#### [Problem]
Count the lines that contain the string "graph" in the records beneath, and respond with the number only.

#### [Saved data entries]

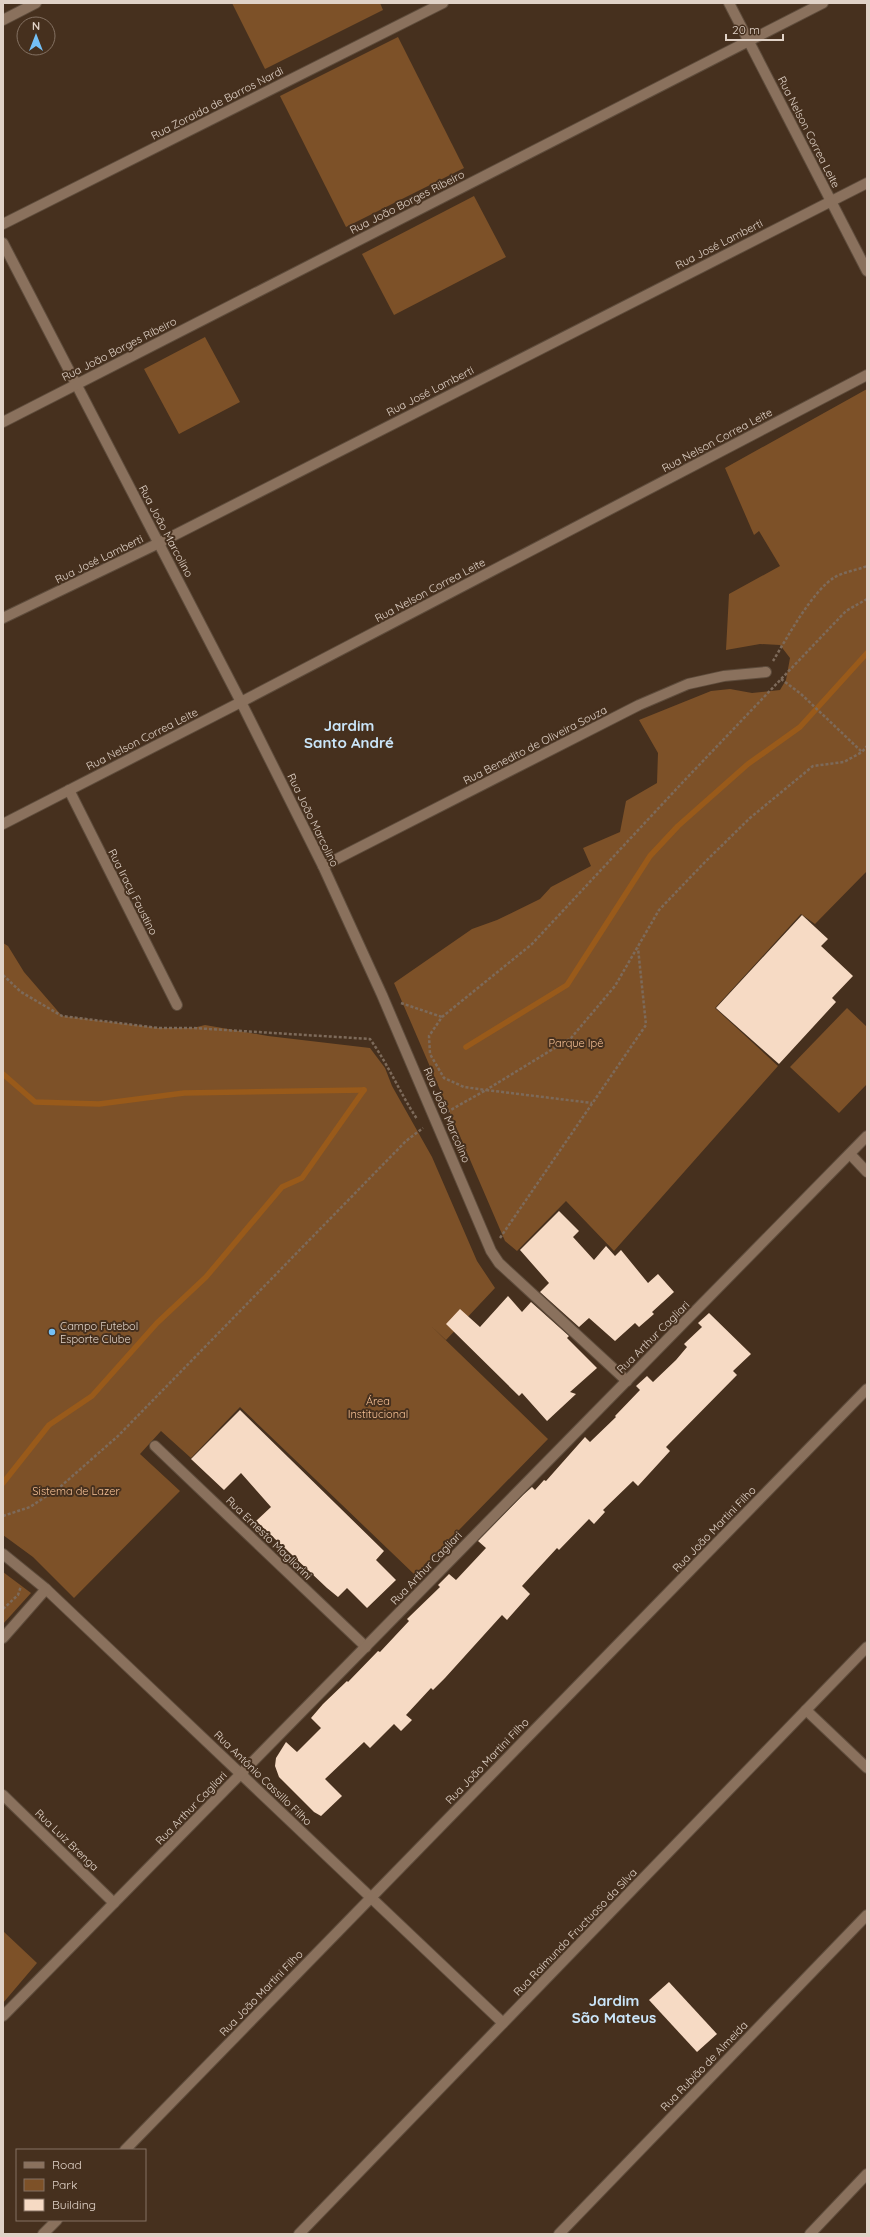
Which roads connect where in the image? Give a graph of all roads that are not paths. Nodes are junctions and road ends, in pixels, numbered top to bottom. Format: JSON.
{"nodes":[{"id":1,"x":36,"y":3,"type":"edge"},
{"id":2,"x":442,"y":3,"type":"edge"},
{"id":3,"x":730,"y":3,"type":"edge"},
{"id":4,"x":823,"y":3,"type":"edge"},
{"id":5,"x":3,"y":20,"type":"edge"},
{"id":6,"x":749,"y":40,"type":"junction"},
{"id":7,"x":867,"y":182,"type":"edge"},
{"id":8,"x":830,"y":201,"type":"junction"},
{"id":9,"x":3,"y":224,"type":"edge"},
{"id":10,"x":3,"y":243,"type":"edge"},
{"id":11,"x":867,"y":271,"type":"edge"},
{"id":12,"x":867,"y":375,"type":"edge"},
{"id":13,"x":77,"y":384,"type":"junction"},
{"id":14,"x":3,"y":422,"type":"edge"},
{"id":15,"x":159,"y":542,"type":"junction"},
{"id":16,"x":3,"y":618,"type":"edge"},
{"id":17,"x":766,"y":672,"type":"road end"},
{"id":18,"x":241,"y":702,"type":"junction"},
{"id":19,"x":69,"y":790,"type":"junction"},
{"id":20,"x":3,"y":824,"type":"edge"},
{"id":21,"x":322,"y":866,"type":"junction"},
{"id":22,"x":177,"y":1005,"type":"dead end"},
{"id":23,"x":867,"y":1136,"type":"edge"},
{"id":24,"x":850,"y":1154,"type":"junction"},
{"id":25,"x":867,"y":1172,"type":"edge"},
{"id":26,"x":627,"y":1381,"type":"junction"},
{"id":27,"x":867,"y":1389,"type":"edge"},
{"id":28,"x":155,"y":1446,"type":"dead end"},
{"id":29,"x":3,"y":1554,"type":"edge"},
{"id":30,"x":46,"y":1589,"type":"junction"},
{"id":31,"x":3,"y":1638,"type":"edge"},
{"id":32,"x":366,"y":1647,"type":"junction"},
{"id":33,"x":867,"y":1647,"type":"edge"},
{"id":34,"x":806,"y":1710,"type":"junction"},
{"id":35,"x":867,"y":1768,"type":"edge"},
{"id":36,"x":241,"y":1774,"type":"junction"},
{"id":37,"x":3,"y":1795,"type":"edge"},
{"id":38,"x":372,"y":1897,"type":"junction"},
{"id":39,"x":114,"y":1903,"type":"junction"},
{"id":40,"x":867,"y":1915,"type":"edge"},
{"id":41,"x":3,"y":2016,"type":"edge"},
{"id":42,"x":503,"y":2023,"type":"junction"},
{"id":43,"x":126,"y":2149,"type":"edge"},
{"id":44,"x":867,"y":2174,"type":"edge"},
{"id":45,"x":56,"y":2221,"type":"edge"},
{"id":46,"x":43,"y":2234,"type":"edge"},
{"id":47,"x":299,"y":2234,"type":"edge"},
{"id":48,"x":558,"y":2234,"type":"edge"},
{"id":49,"x":810,"y":2234,"type":"edge"}],
"edges":[{"from":1,"to":5,"type":"street"},
{"from":2,"to":9,"type":"street","name":"Rua Zoraida de Barros Nardi"},
{"from":3,"to":6,"type":"street","name":"Rua Nelson Correa Leite"},
{"from":4,"to":6,"type":"street","name":"Rua João Borges Ribeiro"},
{"from":6,"to":8,"type":"street","name":"Rua Nelson Correa Leite"},
{"from":6,"to":13,"type":"street","name":"Rua João Borges Ribeiro"},
{"from":7,"to":8,"type":"street","name":"Rua José Lamberti"},
{"from":8,"to":11,"type":"street","name":"Rua Nelson Correa Leite"},
{"from":8,"to":15,"type":"street","name":"Rua José Lamberti"},
{"from":10,"to":13,"type":"street","name":"Rua João Marcolino"},
{"from":12,"to":18,"type":"street","name":"Rua Nelson Correa Leite"},
{"from":13,"to":14,"type":"street","name":"Rua João Borges Ribeiro"},
{"from":13,"to":15,"type":"street","name":"Rua João Marcolino"},
{"from":15,"to":16,"type":"street","name":"Rua José Lamberti"},
{"from":15,"to":18,"type":"street","name":"Rua João Marcolino"},
{"from":17,"to":21,"type":"street","name":"Rua Benedito de Oliveira Souza"},
{"from":18,"to":19,"type":"street","name":"Rua Nelson Correa Leite"},
{"from":18,"to":21,"type":"street","name":"Rua João Marcolino"},
{"from":19,"to":20,"type":"street","name":"Rua Nelson Correa Leite"},
{"from":19,"to":22,"type":"street","name":"Rua Iracy Faustino"},
{"from":21,"to":26,"type":"street","name":"Rua João Marcolino"},
{"from":23,"to":24,"type":"street","name":"Rua Arthur Cagliari"},
{"from":24,"to":25,"type":"street"},
{"from":24,"to":26,"type":"street","name":"Rua Arthur Cagliari"},
{"from":26,"to":32,"type":"street","name":"Rua Arthur Cagliari"},
{"from":27,"to":38,"type":"street","name":"Rua João Martini Filho"},
{"from":28,"to":32,"type":"street","name":"Rua Ernesto Magliorini"},
{"from":29,"to":30,"type":"street","name":"Rua Antônio Cassillo Filho"},
{"from":30,"to":31,"type":"street"},
{"from":30,"to":36,"type":"street","name":"Rua Antônio Cassillo Filho"},
{"from":32,"to":36,"type":"street","name":"Rua Arthur Cagliari"},
{"from":33,"to":34,"type":"street","name":"Rua Raimundo Fructuoso da Silva"},
{"from":34,"to":35,"type":"street"},
{"from":34,"to":42,"type":"street","name":"Rua Raimundo Fructuoso da Silva"},
{"from":36,"to":38,"type":"street","name":"Rua Antônio Cassillo Filho"},
{"from":36,"to":39,"type":"street","name":"Rua Arthur Cagliari"},
{"from":37,"to":39,"type":"street","name":"Rua Luiz Brenga"},
{"from":38,"to":42,"type":"street","name":"Rua Antônio Cassillo Filho"},
{"from":38,"to":43,"type":"street","name":"Rua João Martini Filho"},
{"from":39,"to":41,"type":"street","name":"Rua Arthur Cagliari"},
{"from":40,"to":48,"type":"street","name":"Rua Rubião de Almeida"},
{"from":42,"to":47,"type":"street","name":"Rua Raimundo Fructuoso da Silva"},
{"from":44,"to":49,"type":"street"},
{"from":45,"to":46,"type":"street"}]}
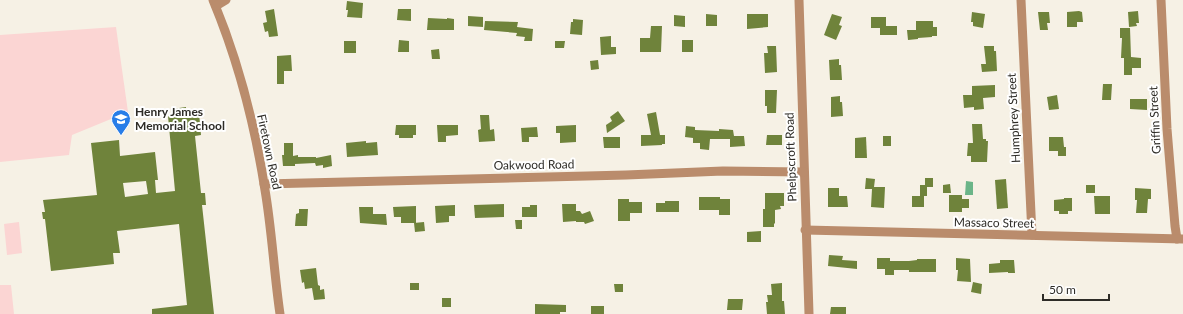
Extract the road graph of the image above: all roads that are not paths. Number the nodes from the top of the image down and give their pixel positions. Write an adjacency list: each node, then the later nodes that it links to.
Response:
1 (226, 0): 5 (street)
2 (799, 0): 6 (street, Phelpscroft Road)
3 (1021, 0): 9 (street, Humphrey Street)
4 (1161, 0): 10 (street, Griffin Street)
5 (214, 3): 7 (street, Firetown Road)
6 (804, 172): 7 (street, Oakwood Road); 8 (street, Phelpscroft Road)
7 (264, 184): 11 (street, Firetown Road)
8 (805, 230): 9 (street, Massaco Street); 12 (street, Phelpscroft Road)
9 (1032, 235): 10 (street, Massaco Street)
10 (1180, 239)
11 (280, 314)
12 (809, 314)

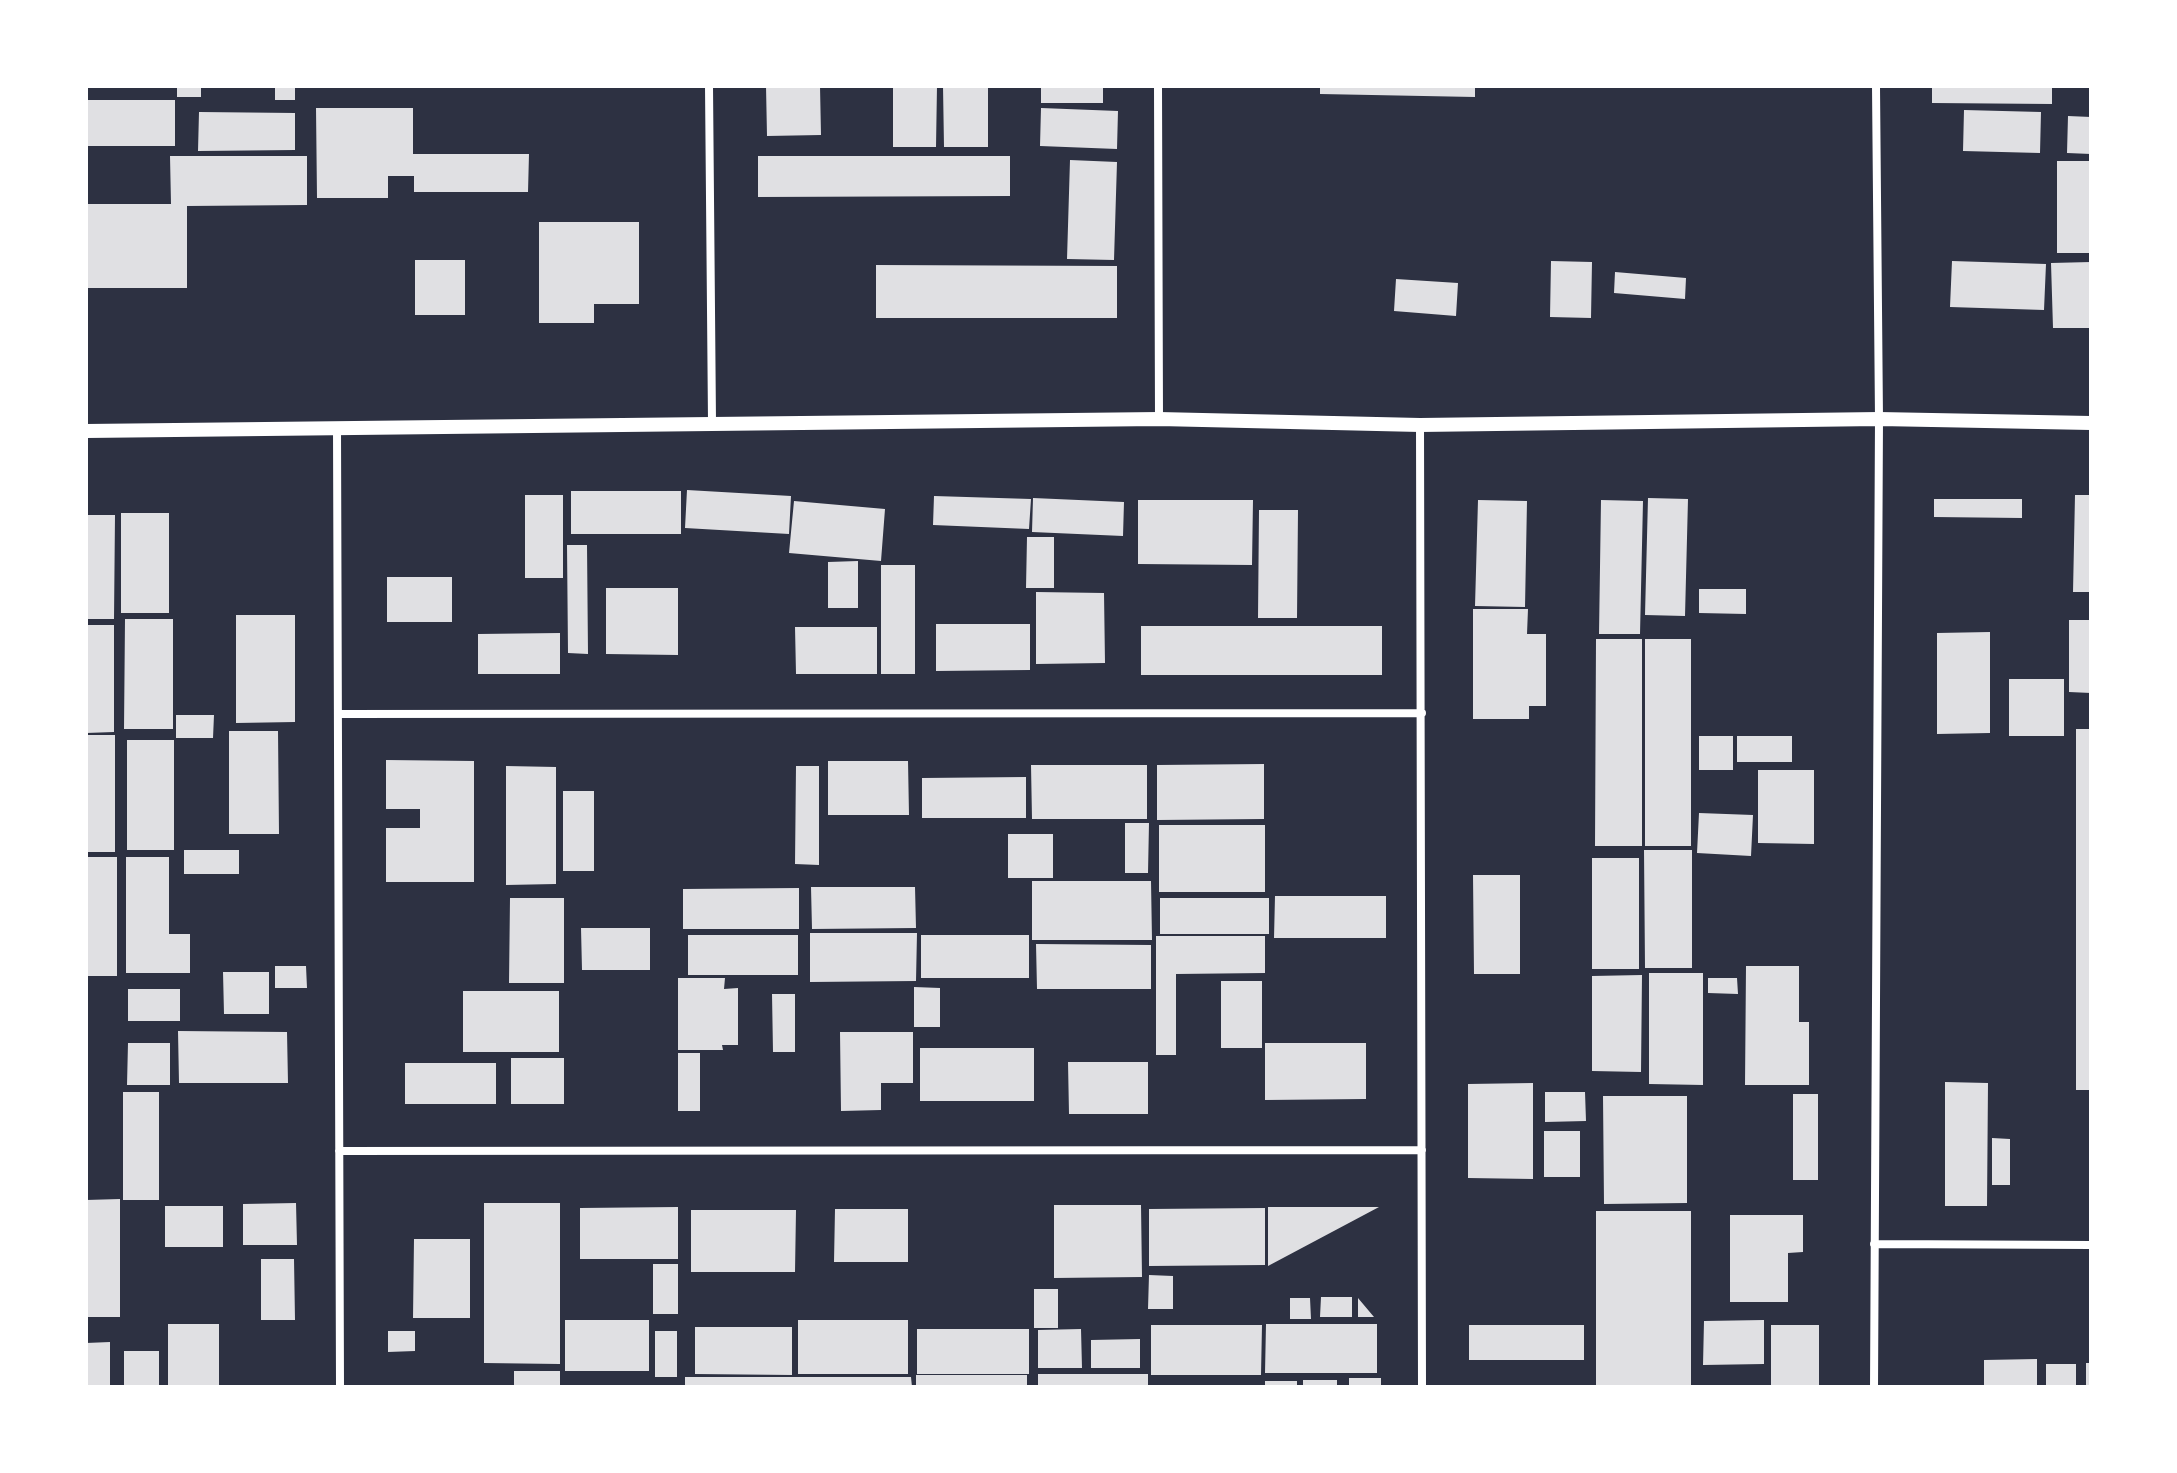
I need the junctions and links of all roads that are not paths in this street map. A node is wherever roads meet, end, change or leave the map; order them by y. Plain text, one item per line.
1 (709, 86) edge
2 (1158, 86) edge
3 (1876, 86) edge
4 (1159, 419) junction
5 (1879, 419) junction
6 (712, 422) junction
7 (2091, 423) edge
8 (1420, 425) junction
9 (337, 428) junction
10 (86, 431) edge
11 (1422, 713) junction
12 (339, 714) junction
13 (1422, 1150) junction
14 (339, 1151) junction
15 (1874, 1244) junction
16 (2091, 1245) edge
17 (340, 1387) edge
18 (1422, 1387) edge
19 (1874, 1387) edge

1 - 6 street
2 - 4 street
3 - 5 street
4 - 6 street
4 - 8 street
5 - 7 street
5 - 8 street
5 - 15 street
6 - 9 street
8 - 11 street
9 - 10 street
9 - 12 street
11 - 12 street
11 - 13 street
12 - 14 street
13 - 14 street
13 - 18 street
14 - 17 street
15 - 16 street
15 - 19 street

#### [Reply to the exercise]
2